Últimas vitórias permitem vislumbre de uma derrota do EI em 2016 no Iraque

Yasser Yunis.

Mossul (Iraque), 1 jan (EFE).- O grupo terrorista Estado Islâmico (EI) sofreu recentemente derrotas no terreno e importantes baixas em suas fileiras no Iraque, o que levou as autoridades a prever seu fim em 2016, uma missão que apesar de tudo não se apresenta fácil já que se estende também ao território sírio.

Após o anúncio esta semana da libertação da cidade de Ramadi, na qual ainda restam, no entanto, concentrações de jihadistas, o primeiro-ministro iraquiano, Haidar al Abadi, afirmou que em 2016 o EI será eliminado e todas as áreas em seu poder serão recuperadas.

Mais cautelosos, embora otimistas, se mostraram o secretário-geral da ONU, Ban Ki-moon, que qualificou de "importante vitória" a tomada de Ramadi, e o ministro de Defesa da França, Jean-Yves Le Drian, que disse ontem que a ofensiva começa a dar frutos.

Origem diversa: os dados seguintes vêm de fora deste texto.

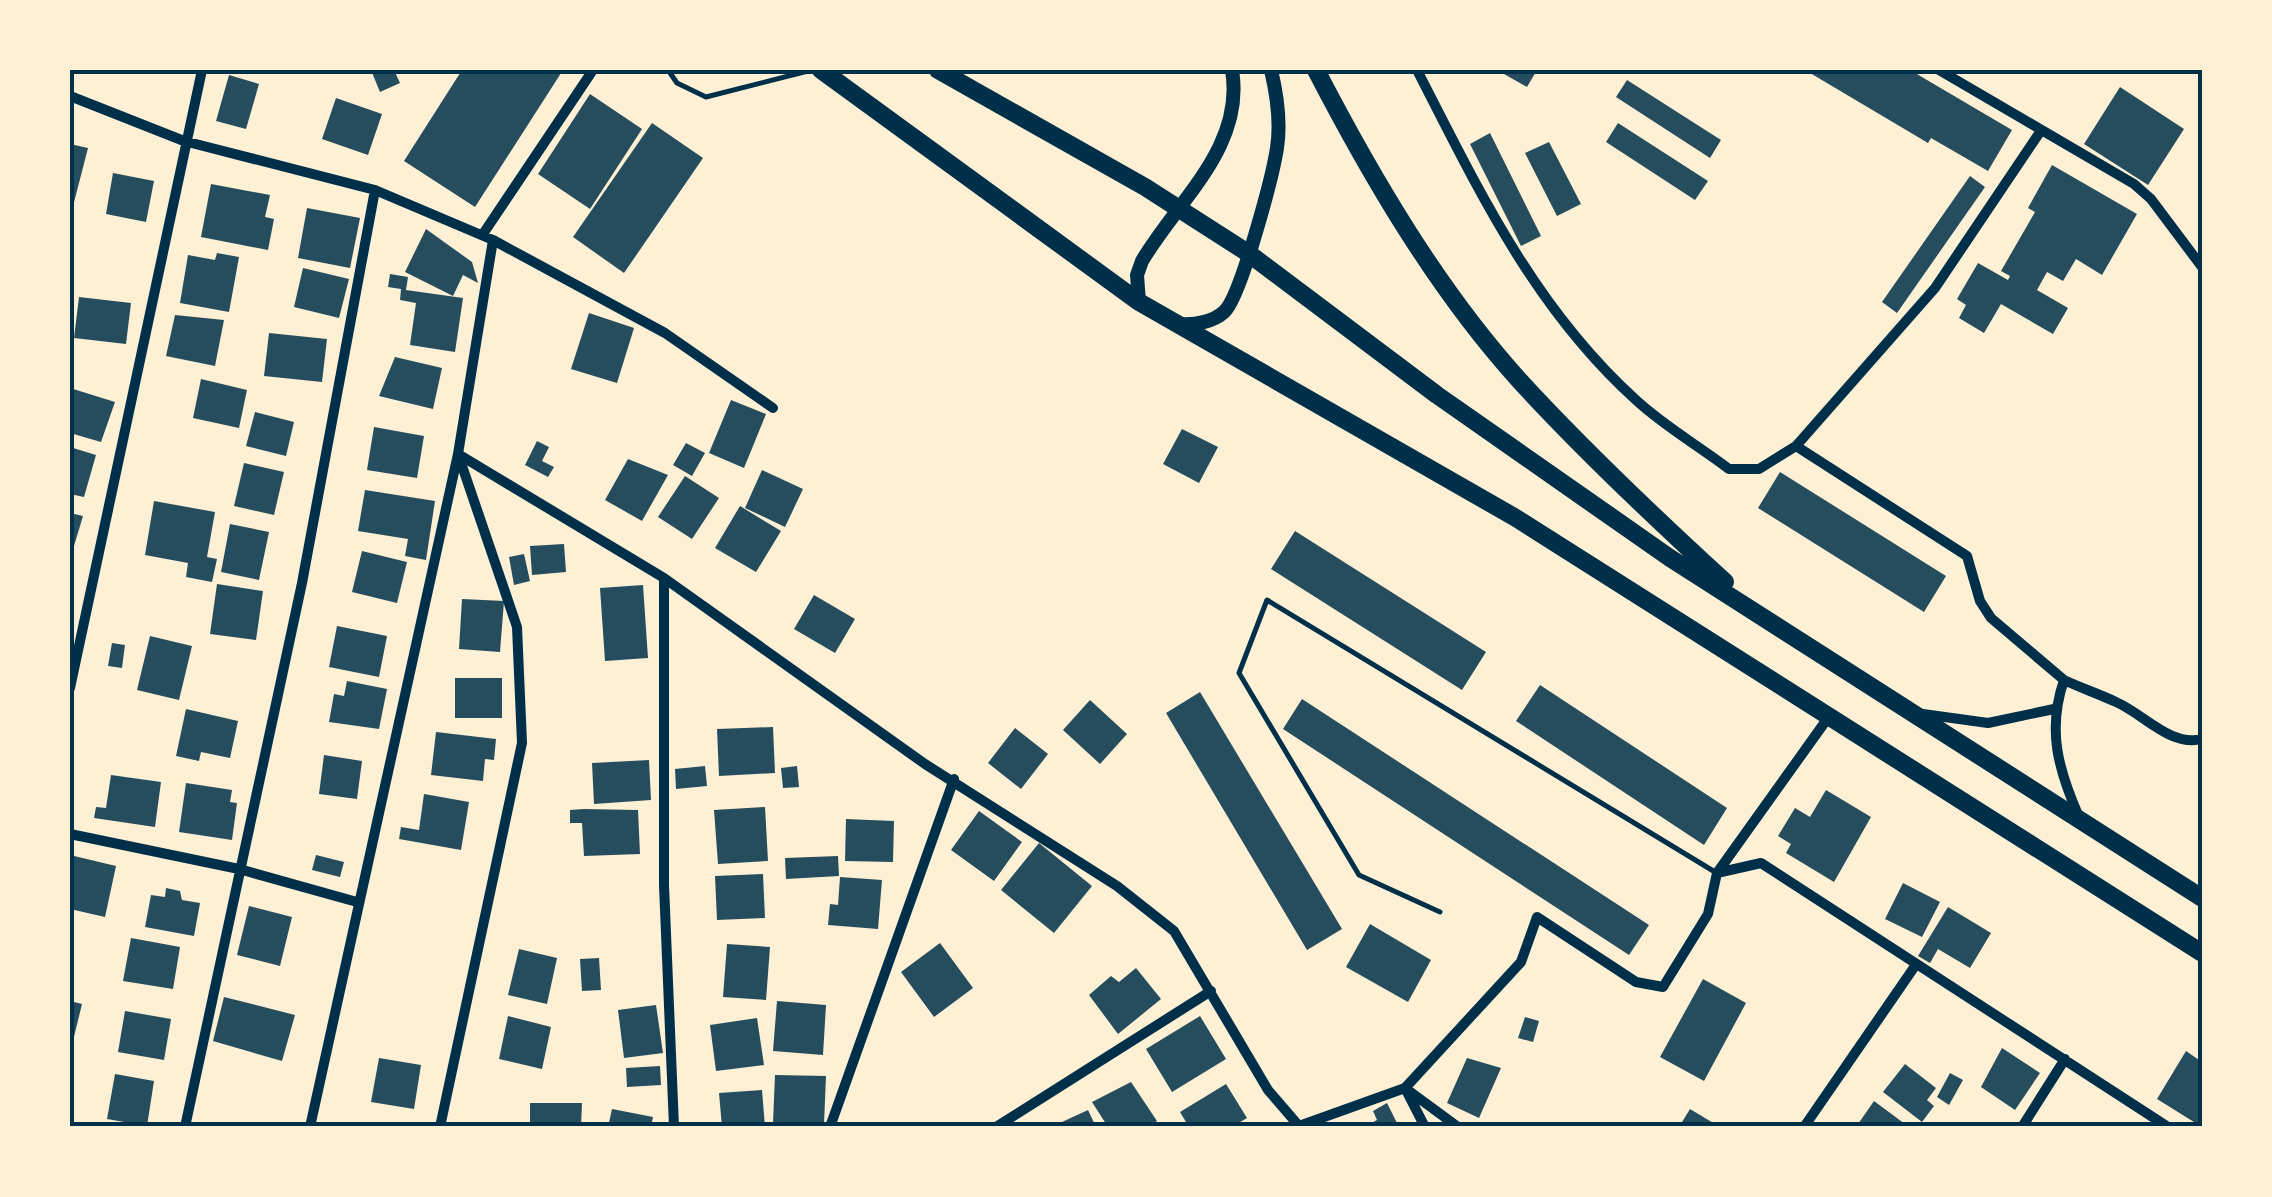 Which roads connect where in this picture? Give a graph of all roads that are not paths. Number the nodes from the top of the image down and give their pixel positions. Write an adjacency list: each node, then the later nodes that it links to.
1 (202, 70): 14 (street)
2 (593, 70): 17 (street)
3 (668, 70): 4 (lane)
4 (812, 70)
5 (821, 70): 20 (highway)
6 (938, 70): 16 (highway)
7 (1232, 70): 16 (main road)
8 (1271, 70): 18 (main road)
9 (1316, 70): 26 (highway)
10 (1417, 70): 23 (street)
11 (1938, 70): 13 (street)
12 (70, 96): 14 (street)
13 (2040, 132): 19 (street); 23 (street)
14 (184, 141): 15 (street); 28 (street)
15 (375, 190): 17 (street); 36 (street)
16 (1177, 207): 18 (highway); 20 (main road)
17 (488, 237): 22 (street); 24 (street)
18 (1248, 253): 21 (main road); 26 (highway)
19 (2202, 267)
20 (1139, 302): 21 (highway)
21 (1174, 324): 31 (highway)
22 (772, 408)
23 (1796, 446): 27 (street)
24 (458, 454): 25 (street); 39 (street); 48 (street)
25 (664, 578): 33 (street); 49 (street)
26 (1759, 613): 30 (highway)
27 (2064, 680): 29 (street); 32 (street)
28 (70, 688)
29 (2054, 709): 30 (street); 34 (street)
30 (1914, 712): 34 (highway)
31 (1830, 715): 37 (street); 41 (highway)
32 (2202, 739)
33 (954, 779): 43 (street); 50 (street)
34 (2080, 819): 38 (highway)
35 (70, 834): 36 (street)
36 (240, 869): 39 (street); 46 (street)
37 (1717, 873): 40 (lane); 42 (street); 45 (street)
38 (2202, 898)
39 (357, 902): 47 (street)
40 (1440, 912)
41 (2202, 953)
42 (1915, 966): 44 (street); 54 (street)
43 (1211, 991): 45 (street); 51 (street)
44 (2066, 1059): 55 (street); 56 (street)
45 (1405, 1088): 52 (street); 53 (street)
46 (185, 1127)
47 (310, 1127)
48 (440, 1127)
49 (674, 1127)
50 (830, 1127)
51 (996, 1127)
52 (1424, 1127)
53 (1458, 1127)
54 (1804, 1127)
55 (2022, 1127)
56 (2168, 1127) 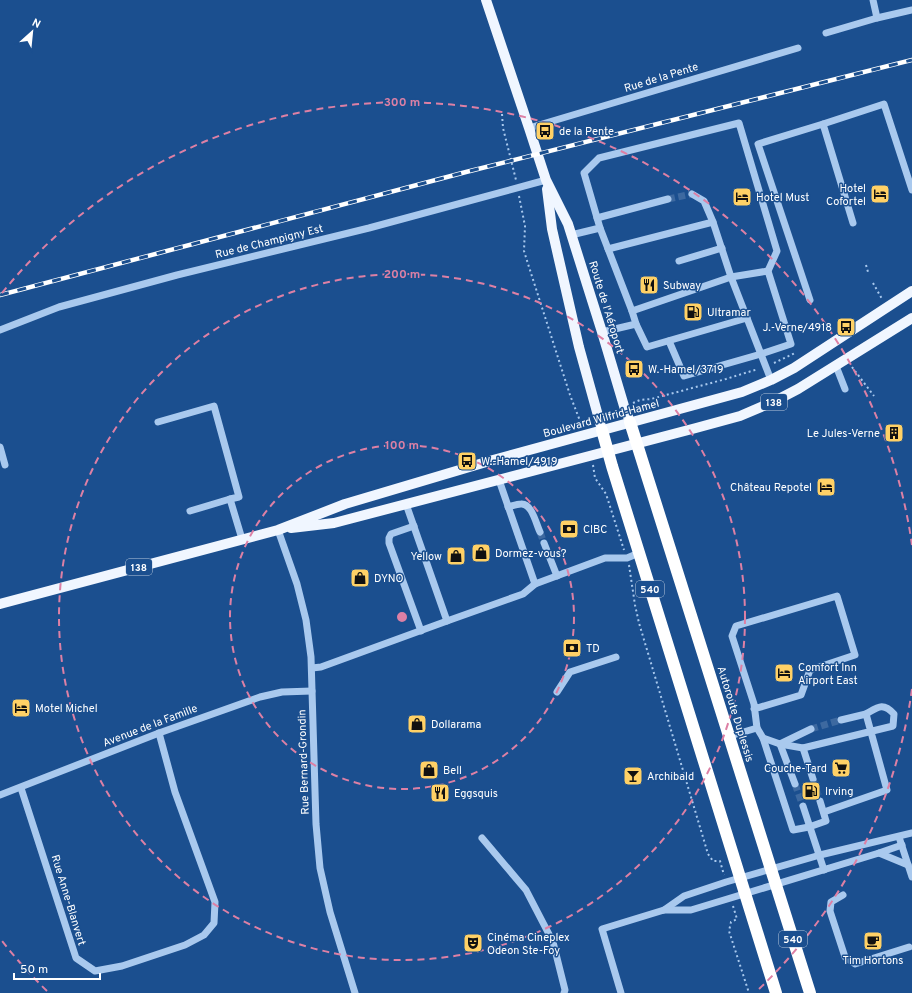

Os próximos alvos no Iraque são outras povoações da província de Al-Anbar, cuja capital é Ramadi, e a região setentrional de Ninawa, onde o EI tem seu principal feudo na cidade de Mossul, que conquistou em junho de 2014.

Para o analista militar Amre al Youssef, 2016 será "o ano da determinação e do fim do EI", sobretudo se a Rússia junto com outras forças internacionais libertarem Al Raqqa e outras cidades sírias ocupadas pelo grupo terrorista.

A Rússia só efetua bombardeios na Síria, enquanto a coalizão internacional liderada por Washington ataca há 15 meses as posições dos jihadistas nos dois países nos quais o EI proclamou um califado no final de junho de 2014.

Apenas hoje, pelo menos 50 terroristas morreram e dezenas ficaram feridos em bombardeios da coalizão internacional em várias zonas de Ninawa, segundo responsáveis curdos, que assinalaram que estes ataques são para facilitar iminentes operações terrestres.

Centrando-se no Iraque, Youssef explicou à Agência Efe que "a libertação de Ramadi elevou o moral das tropas e provocou desalento entre os membros do EI pela perda de um grande número de combatentes e de munição e equipamento".

"Com a libertação de Ramadi se esfumou o perigo da ocupação da capital, Bagdá, que sempre corria o risco de ser tomada quando o EI controlava Ramadi", ressaltou.

O analista opinou que agora o exército iraquiano pode dedicar tropas a recuperar outras cidades e que por isso começou "a contagem regressiva para a libertação de Mossul".

Essa é agora a única capital provincial que escapa do controle do governo, depois que os jihadistas perderam Ramadi e também Tikrit, a capital de Saladino, no final do mês de março.

Segundo o presidente do comitê de segurança de Ninawa, Mohammed al Bayati, a libertação desta província é "a próxima missão": "As autoridades já realizaram os preparativos militares para a próxima batalha", acrescentou.

Por exemplo, já chegaram 250 veículos militares do tipo Hummer à sede do comando de operações de Ninawa em Majmur, enviados pelas forças americanas, que forneceram também armas e munição.

O responsável de segurança revelou à Efe também que novas tropas se desdobraram na sede de operações da província e que terminarão sua formação nos próximos dias.

Além disso, explicou que milhares de combatentes da polícia local serão transferidos aos arredores meridionais de Mossul para participar da ofensiva, após terminar sua formação com especialistas e treinadores militares internacionais.

Al Bayati ressaltou que o governo está disposto a derrotar o EI "nos próximos meses" após suas vitórias em Al-Anbar e na cidade de Biji, em Saladino, sede da maior refinaria do país.

As boas notícias e a confiança no Iraque, que permitem pensar no fim do califado em 2016, embora provavelmente não do grupo terrorista como tal, ficam lastradas, no entanto, pela situação na Síria, onde o EI não cedeu muito terreno.